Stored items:
-=-=-
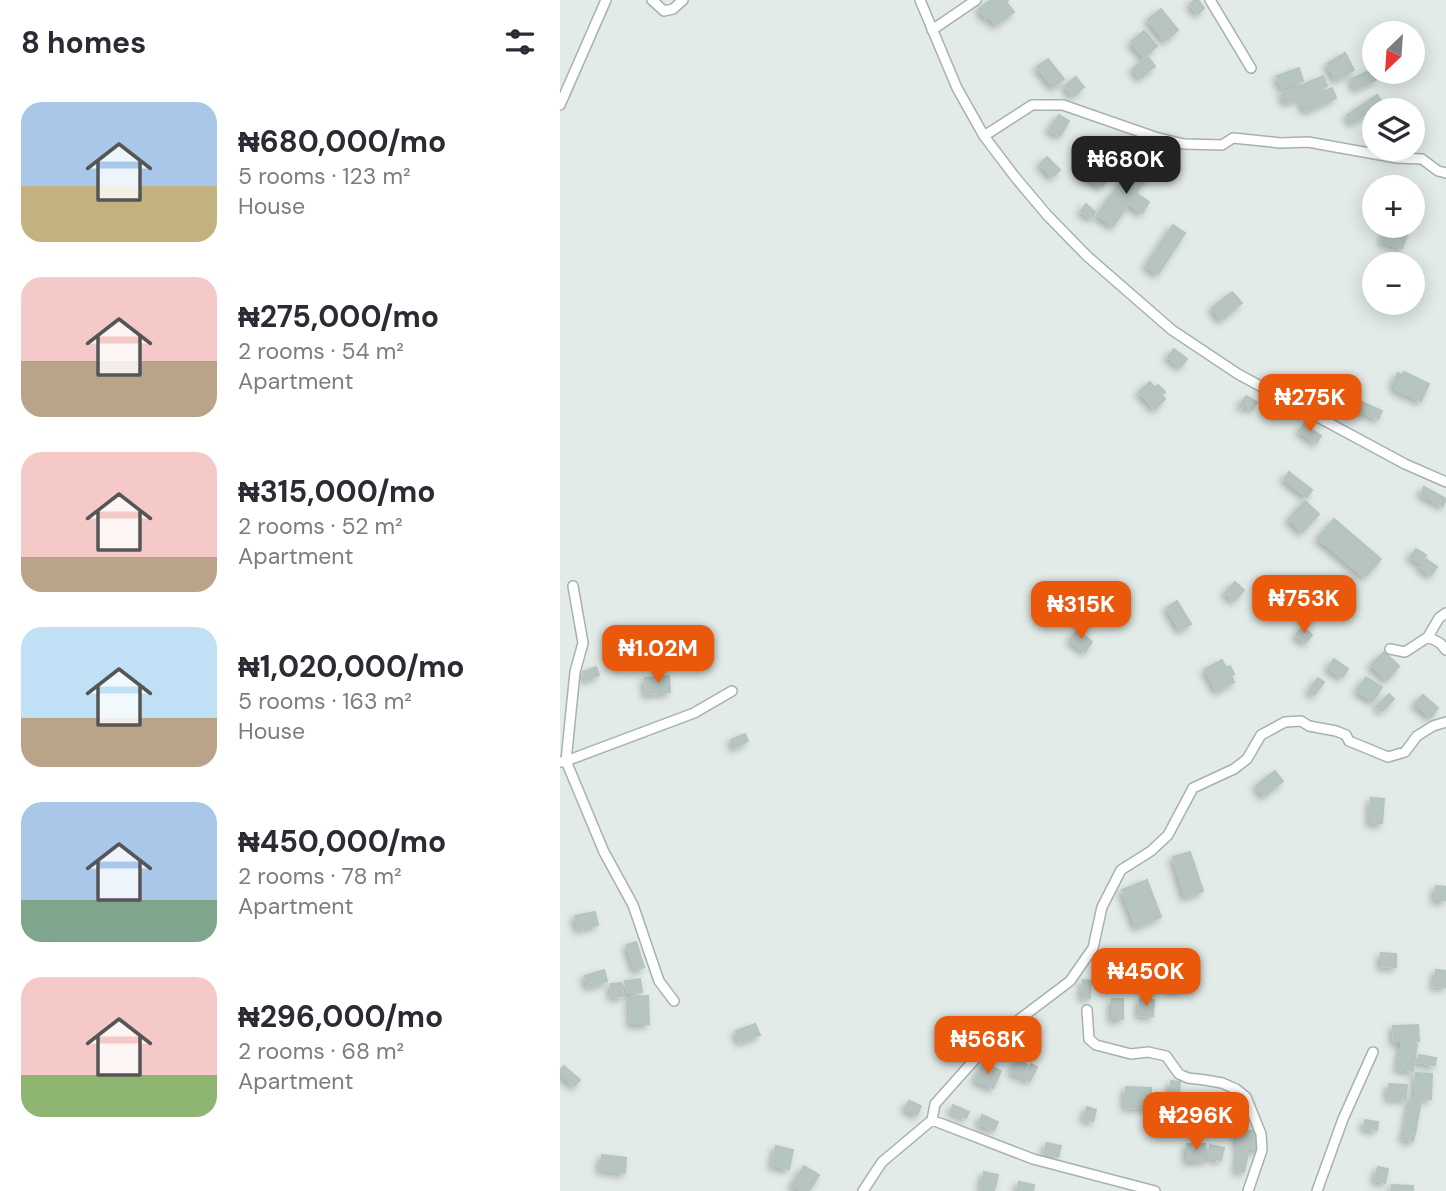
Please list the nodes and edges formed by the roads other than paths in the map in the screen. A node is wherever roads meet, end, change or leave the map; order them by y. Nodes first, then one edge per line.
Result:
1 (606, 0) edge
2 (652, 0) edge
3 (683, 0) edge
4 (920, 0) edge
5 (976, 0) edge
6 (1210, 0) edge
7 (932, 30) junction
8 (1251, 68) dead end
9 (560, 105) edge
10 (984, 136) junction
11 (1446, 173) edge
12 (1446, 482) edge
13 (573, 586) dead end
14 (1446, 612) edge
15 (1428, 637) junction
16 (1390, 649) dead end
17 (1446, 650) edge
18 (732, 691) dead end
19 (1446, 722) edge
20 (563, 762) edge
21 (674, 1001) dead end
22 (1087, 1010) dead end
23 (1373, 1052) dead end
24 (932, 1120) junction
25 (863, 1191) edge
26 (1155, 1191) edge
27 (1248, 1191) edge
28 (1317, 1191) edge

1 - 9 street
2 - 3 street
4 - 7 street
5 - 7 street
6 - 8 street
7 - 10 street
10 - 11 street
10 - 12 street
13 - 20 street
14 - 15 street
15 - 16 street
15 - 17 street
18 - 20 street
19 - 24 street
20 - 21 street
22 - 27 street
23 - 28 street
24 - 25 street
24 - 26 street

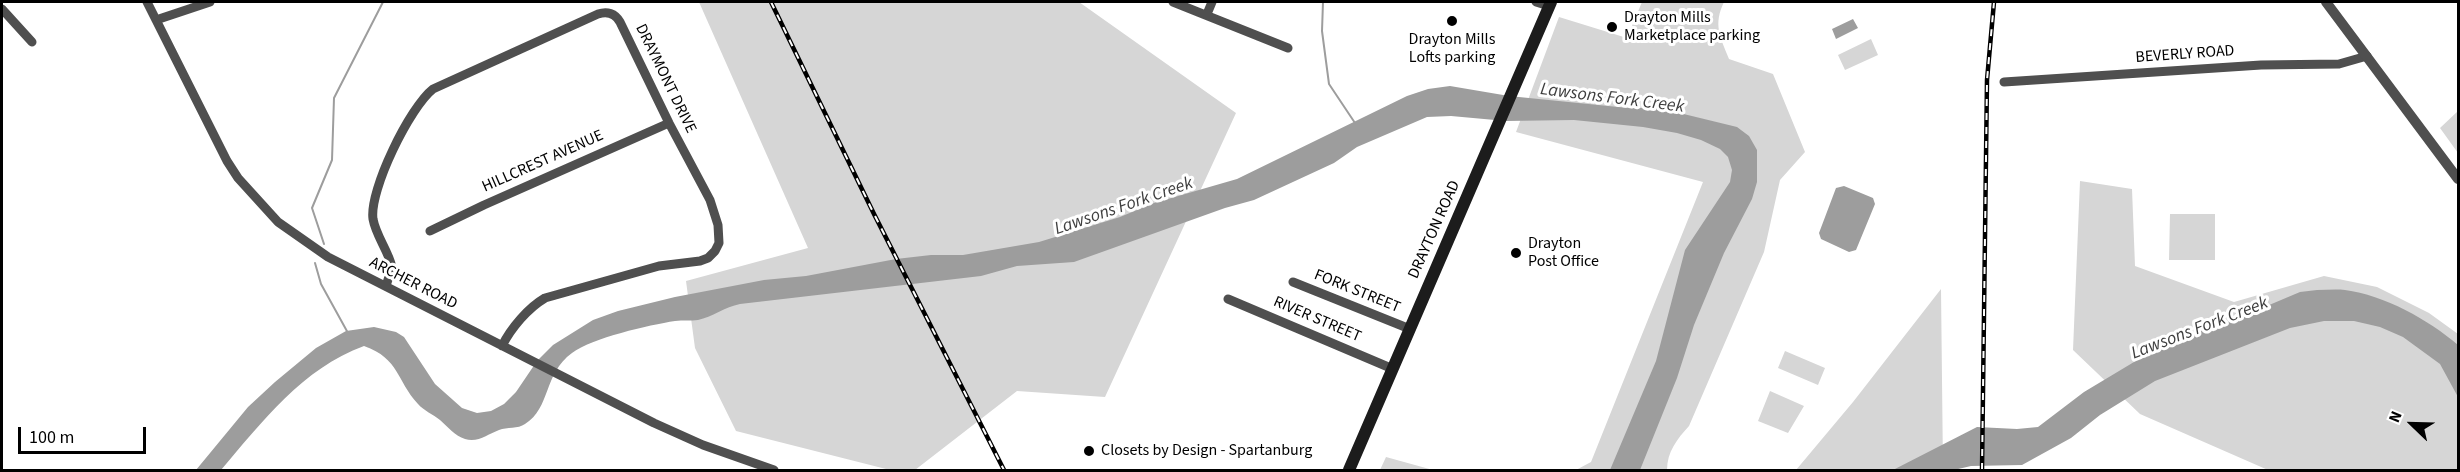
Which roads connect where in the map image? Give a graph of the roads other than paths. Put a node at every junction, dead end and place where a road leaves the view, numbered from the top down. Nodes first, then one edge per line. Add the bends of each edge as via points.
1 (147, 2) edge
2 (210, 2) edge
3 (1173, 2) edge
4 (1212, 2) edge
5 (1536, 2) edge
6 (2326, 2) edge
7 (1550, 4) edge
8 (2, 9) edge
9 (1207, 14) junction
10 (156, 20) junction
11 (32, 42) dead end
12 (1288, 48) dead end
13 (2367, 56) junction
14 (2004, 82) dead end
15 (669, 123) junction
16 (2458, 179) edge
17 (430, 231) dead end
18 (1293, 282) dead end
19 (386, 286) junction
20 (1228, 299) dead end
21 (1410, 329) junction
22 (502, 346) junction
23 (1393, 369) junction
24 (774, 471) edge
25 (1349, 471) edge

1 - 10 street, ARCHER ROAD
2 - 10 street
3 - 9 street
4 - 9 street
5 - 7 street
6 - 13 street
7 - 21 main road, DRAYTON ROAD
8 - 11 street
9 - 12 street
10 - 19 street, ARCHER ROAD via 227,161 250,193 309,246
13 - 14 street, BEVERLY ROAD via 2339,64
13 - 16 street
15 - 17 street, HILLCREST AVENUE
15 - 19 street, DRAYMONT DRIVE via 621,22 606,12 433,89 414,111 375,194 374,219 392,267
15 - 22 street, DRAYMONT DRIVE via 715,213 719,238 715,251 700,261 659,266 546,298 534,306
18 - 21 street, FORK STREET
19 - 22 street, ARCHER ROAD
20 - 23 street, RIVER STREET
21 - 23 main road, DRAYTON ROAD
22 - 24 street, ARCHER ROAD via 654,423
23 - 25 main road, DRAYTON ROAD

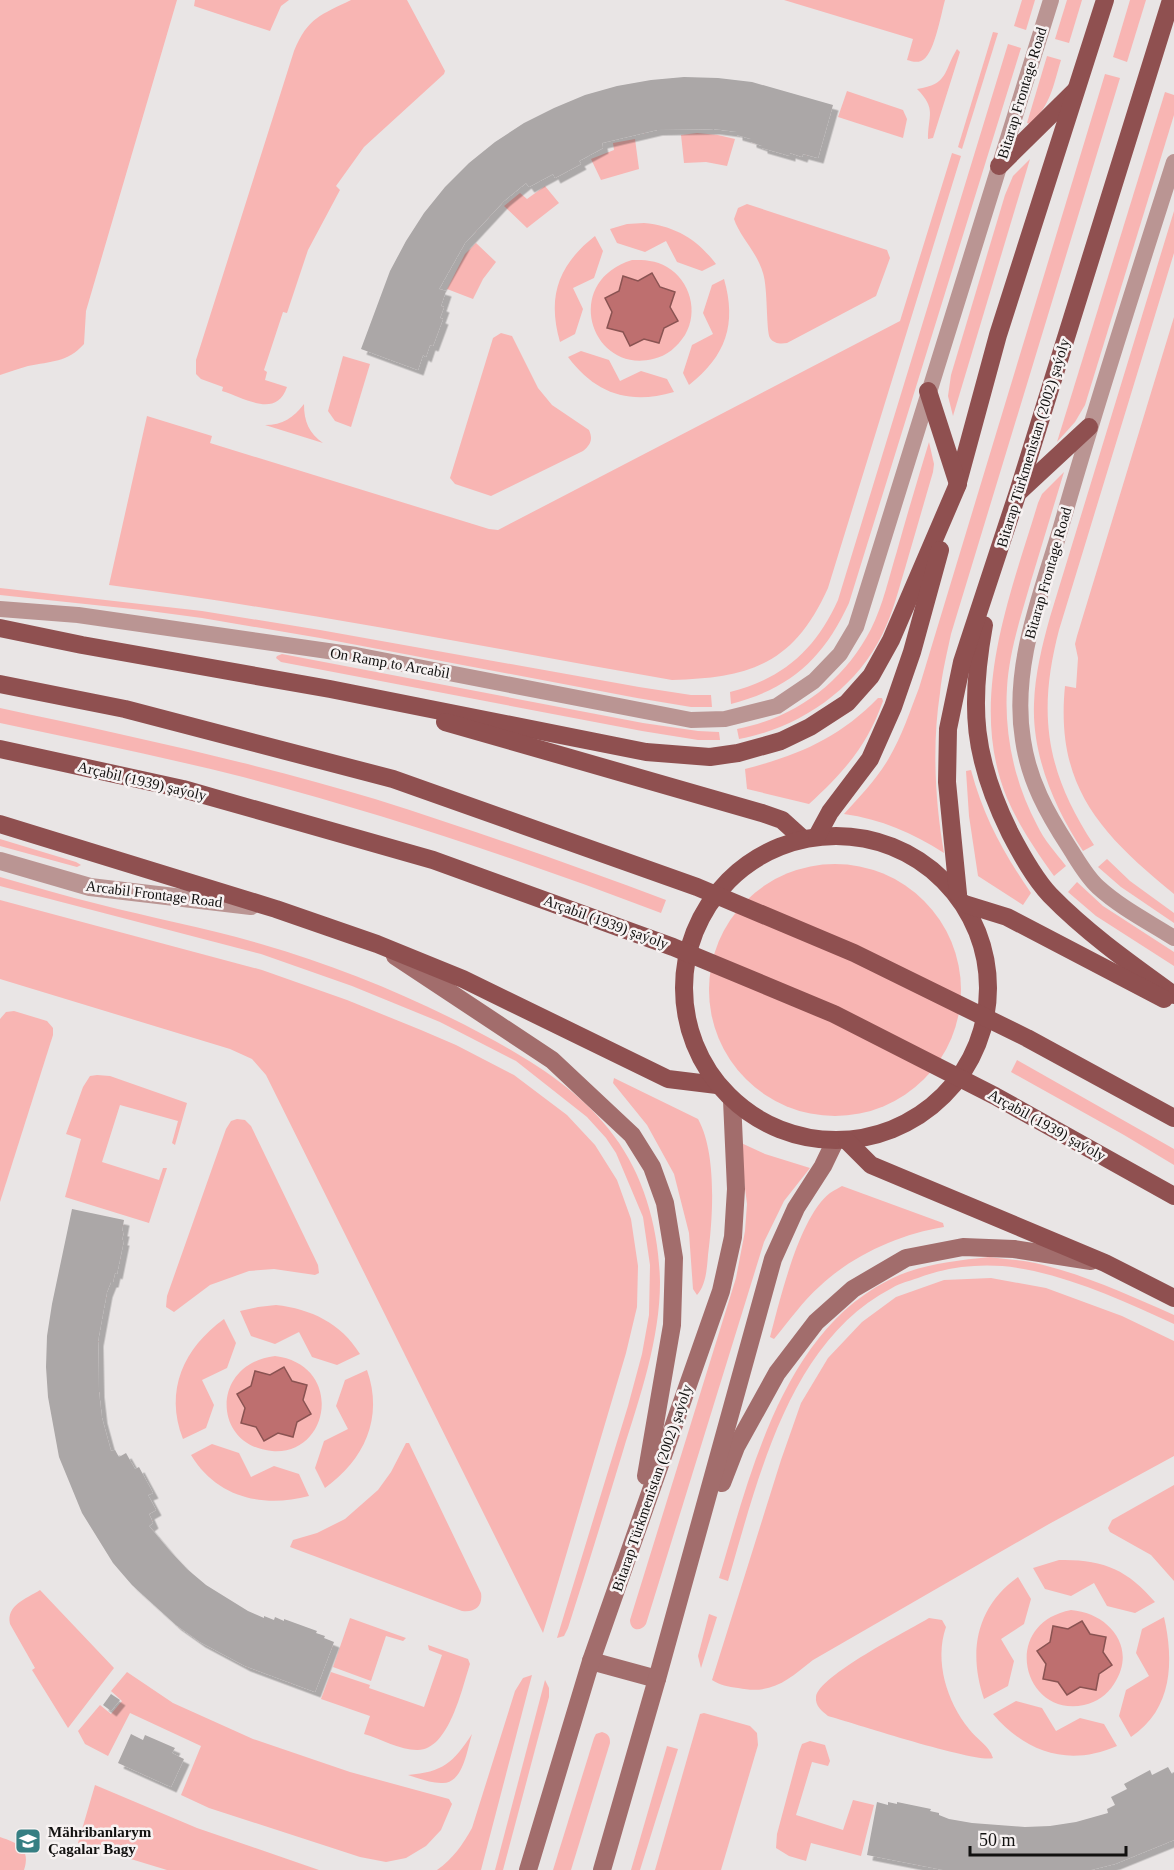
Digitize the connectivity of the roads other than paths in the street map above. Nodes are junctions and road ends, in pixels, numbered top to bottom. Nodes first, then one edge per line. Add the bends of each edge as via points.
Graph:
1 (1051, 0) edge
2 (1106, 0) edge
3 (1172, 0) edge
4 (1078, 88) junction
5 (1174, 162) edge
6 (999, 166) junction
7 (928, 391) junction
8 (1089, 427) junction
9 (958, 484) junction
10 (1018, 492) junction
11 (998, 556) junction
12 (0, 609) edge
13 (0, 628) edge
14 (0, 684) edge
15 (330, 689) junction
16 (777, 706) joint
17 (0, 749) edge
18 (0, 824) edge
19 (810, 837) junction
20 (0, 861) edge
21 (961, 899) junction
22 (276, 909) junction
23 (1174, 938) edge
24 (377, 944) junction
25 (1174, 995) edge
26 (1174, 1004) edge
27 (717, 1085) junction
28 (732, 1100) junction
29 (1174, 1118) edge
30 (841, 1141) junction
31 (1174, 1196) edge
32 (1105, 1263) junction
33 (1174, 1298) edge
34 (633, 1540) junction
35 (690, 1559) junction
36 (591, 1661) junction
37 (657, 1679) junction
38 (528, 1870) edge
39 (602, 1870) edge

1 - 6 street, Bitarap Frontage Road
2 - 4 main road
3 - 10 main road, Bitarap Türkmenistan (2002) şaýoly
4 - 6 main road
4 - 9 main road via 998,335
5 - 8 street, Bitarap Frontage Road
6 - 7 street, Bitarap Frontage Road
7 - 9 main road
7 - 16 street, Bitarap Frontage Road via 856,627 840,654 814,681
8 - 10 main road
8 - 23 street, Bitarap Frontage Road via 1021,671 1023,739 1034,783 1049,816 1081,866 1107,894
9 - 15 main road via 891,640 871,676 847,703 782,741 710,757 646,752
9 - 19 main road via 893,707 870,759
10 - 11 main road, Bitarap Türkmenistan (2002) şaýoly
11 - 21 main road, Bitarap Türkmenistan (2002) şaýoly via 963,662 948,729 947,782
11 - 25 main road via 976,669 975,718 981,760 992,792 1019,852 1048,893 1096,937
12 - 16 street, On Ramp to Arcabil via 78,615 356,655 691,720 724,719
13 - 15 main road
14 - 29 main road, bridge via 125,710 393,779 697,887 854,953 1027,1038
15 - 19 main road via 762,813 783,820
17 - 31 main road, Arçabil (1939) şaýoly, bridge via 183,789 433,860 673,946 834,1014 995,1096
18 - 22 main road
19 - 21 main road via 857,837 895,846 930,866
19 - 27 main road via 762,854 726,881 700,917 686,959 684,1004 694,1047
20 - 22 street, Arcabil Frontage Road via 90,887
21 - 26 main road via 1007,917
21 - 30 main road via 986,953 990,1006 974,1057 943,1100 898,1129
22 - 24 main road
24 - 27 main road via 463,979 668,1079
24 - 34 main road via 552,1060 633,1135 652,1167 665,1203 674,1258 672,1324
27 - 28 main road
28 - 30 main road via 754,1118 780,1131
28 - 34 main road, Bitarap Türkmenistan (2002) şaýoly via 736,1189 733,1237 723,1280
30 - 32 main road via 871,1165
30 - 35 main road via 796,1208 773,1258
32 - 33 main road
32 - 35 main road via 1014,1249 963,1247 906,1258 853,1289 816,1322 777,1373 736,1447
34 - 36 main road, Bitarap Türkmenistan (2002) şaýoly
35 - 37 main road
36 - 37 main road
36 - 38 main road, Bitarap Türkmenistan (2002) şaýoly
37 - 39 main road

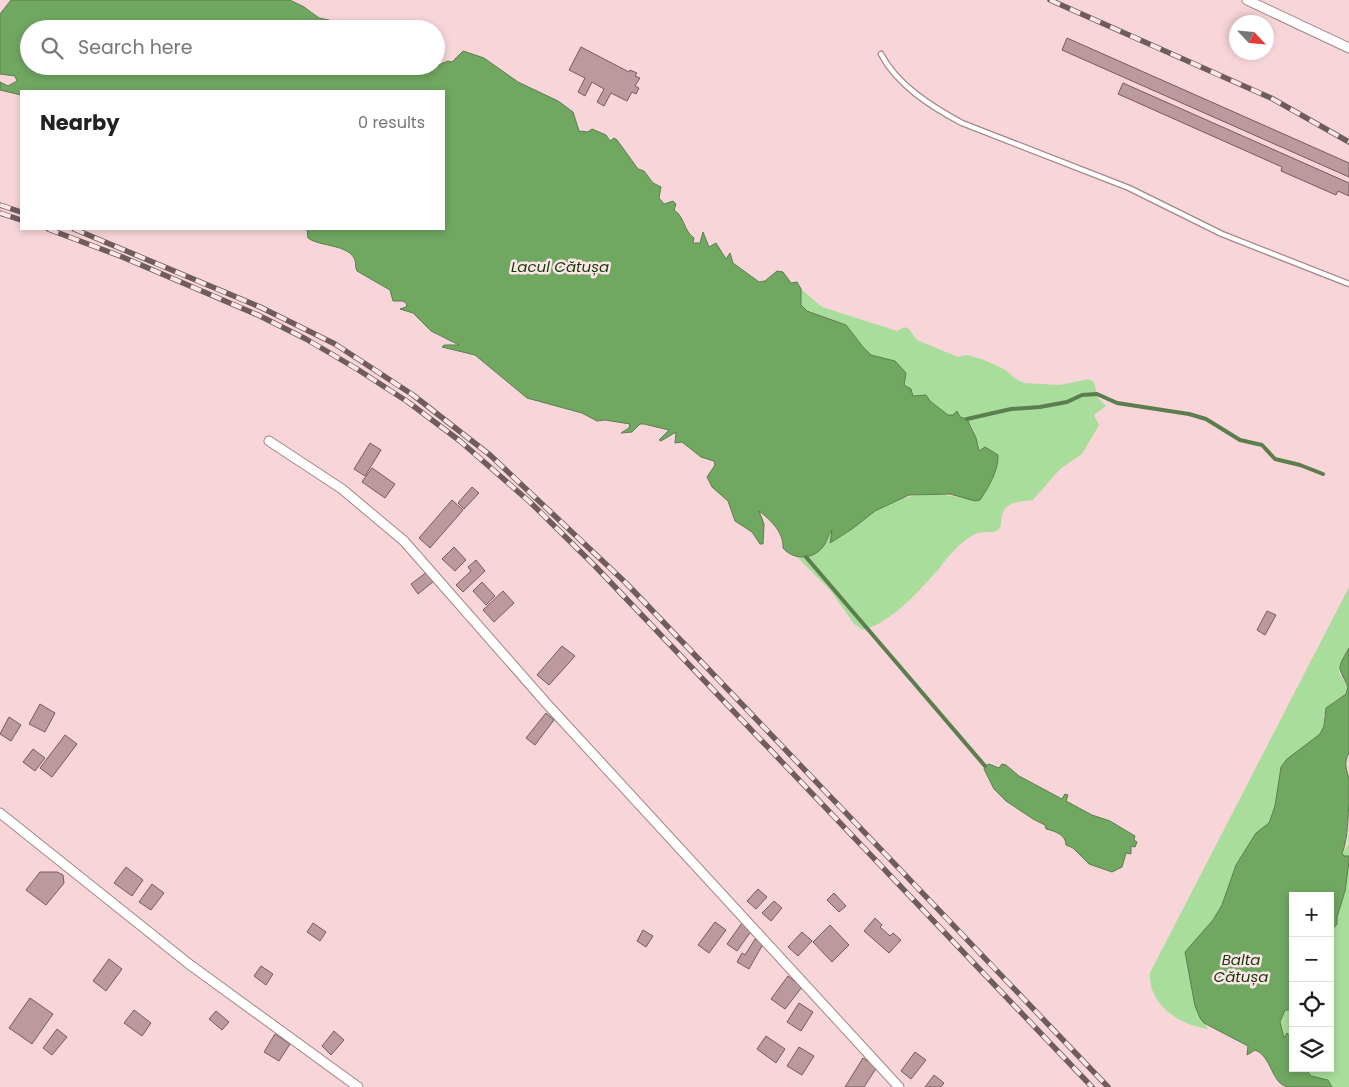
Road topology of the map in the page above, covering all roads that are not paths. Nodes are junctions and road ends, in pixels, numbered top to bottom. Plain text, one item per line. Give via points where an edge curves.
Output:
-=-=-
ABOUT THIS EXERCISE:
Write out each line exactly, starting with the line that contains "Road topology of" and stopping after the last line of the data.

ANSWER BOX:
Road topology of the map in the page above, covering all roads that are not paths. Nodes are junctions and road ends, in pixels, numbered top to bottom. Plain text, one item per line. Give via points where an edge curves.
Output:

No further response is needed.